Four members of the institution's faculty filed formal complaints under the Halifax university's Code of Student Conduct, which states that students must not engage in "vexatious conduct, harassment or discrimination that is directed at one or more specific persons" or conduct that would "cause another person to feel demeaned, intimidated or harassed."
Mercer argues that stifling speech only serves to drive it underground, or force students to speak in code, and not address the issues behind it.
In a later blog written for the Canadian Centre for Ethics in Public Affairs, Mercer expanded on his views, saying those who don’t mind punishing people for the content of their public expression, "should be uneasy when it comes to going after posters in the relative privacy of Facebook, I would think.
"Or is it only behind the locked doors of our houses that we can say what we want without worry?"
University students are members of an intellectual community, Mercer said, "and such a community is destroyed when members are directed to have certain beliefs and values, rather than allowed, through investigation and critical discussion, to come to their own beliefs and values.”
But John Carpay, a lawyer and president of the Calgary-based Justice Centre for Constitutional Freedoms, which advocates for free speech rights, said the comments made in the Facebook postings are not the ideas that university free speech are intended to defend.

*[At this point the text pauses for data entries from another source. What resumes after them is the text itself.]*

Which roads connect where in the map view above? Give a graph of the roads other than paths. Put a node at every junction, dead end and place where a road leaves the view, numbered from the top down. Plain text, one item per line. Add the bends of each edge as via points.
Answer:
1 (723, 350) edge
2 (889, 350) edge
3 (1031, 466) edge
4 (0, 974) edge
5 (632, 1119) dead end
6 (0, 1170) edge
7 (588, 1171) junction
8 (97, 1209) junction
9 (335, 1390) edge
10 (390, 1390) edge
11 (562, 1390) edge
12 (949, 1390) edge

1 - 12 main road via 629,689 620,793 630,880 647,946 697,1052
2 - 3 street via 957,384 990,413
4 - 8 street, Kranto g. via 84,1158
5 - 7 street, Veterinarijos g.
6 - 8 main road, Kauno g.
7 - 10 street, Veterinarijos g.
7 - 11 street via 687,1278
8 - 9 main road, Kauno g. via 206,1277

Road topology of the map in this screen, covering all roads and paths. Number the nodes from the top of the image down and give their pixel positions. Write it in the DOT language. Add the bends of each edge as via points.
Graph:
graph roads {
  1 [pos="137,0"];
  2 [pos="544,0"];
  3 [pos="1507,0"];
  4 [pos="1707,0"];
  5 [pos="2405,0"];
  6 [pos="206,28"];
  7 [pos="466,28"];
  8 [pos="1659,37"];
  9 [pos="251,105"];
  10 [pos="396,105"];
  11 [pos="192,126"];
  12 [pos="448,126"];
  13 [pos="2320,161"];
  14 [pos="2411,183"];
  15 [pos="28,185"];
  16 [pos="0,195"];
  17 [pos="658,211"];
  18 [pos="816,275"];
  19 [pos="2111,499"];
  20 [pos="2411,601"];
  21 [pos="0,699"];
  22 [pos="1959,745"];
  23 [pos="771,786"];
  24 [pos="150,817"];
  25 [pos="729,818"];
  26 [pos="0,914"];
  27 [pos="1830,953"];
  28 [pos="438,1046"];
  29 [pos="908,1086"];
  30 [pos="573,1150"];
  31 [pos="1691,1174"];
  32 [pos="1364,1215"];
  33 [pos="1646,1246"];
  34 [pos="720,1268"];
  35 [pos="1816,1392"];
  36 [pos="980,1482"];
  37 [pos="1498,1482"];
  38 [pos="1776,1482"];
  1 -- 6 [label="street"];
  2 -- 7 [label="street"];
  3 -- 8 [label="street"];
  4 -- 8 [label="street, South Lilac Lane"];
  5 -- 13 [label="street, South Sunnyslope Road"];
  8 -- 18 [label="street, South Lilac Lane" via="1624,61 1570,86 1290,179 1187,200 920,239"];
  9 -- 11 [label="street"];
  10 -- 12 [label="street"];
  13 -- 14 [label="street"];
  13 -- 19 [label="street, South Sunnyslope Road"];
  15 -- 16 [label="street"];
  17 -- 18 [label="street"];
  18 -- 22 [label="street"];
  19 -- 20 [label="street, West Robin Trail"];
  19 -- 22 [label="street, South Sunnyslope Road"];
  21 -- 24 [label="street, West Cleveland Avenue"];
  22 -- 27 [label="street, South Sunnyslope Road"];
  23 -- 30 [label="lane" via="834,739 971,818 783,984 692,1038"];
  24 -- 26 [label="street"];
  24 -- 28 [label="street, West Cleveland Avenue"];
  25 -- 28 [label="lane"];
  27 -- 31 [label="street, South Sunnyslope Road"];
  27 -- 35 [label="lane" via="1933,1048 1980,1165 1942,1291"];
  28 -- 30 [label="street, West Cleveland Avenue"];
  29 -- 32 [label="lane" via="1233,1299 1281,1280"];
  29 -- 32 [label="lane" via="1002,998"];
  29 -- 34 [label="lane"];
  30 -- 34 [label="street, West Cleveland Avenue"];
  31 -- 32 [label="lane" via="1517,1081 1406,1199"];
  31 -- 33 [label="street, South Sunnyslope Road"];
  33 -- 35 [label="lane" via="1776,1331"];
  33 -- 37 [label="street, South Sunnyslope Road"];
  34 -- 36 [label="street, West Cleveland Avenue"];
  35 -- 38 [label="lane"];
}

He said he believes the university has a right to establish a code of conduct and have a legitimate right to discipline students for violating the code of conduct.
"I'm a very very strong advocate for universities as being the place where you can express political, moral, cultural, social, religious — every kind of ideas. But it's the expression of ideas in the context of searching for truth. And in that context you have to allow for very unpopular ideas to be fully aired and expressed."
"What these students are talking about is so far removed from authentic academic discussion that it doesn't warrant much if any protection.
"And I say that with some reluctance, because I also say you can't censor speech on the basis of its content. But yet I think you can still qualify between what is the expression of an idea, culturally, politically, philosophically, versus just really getting down in the gutter."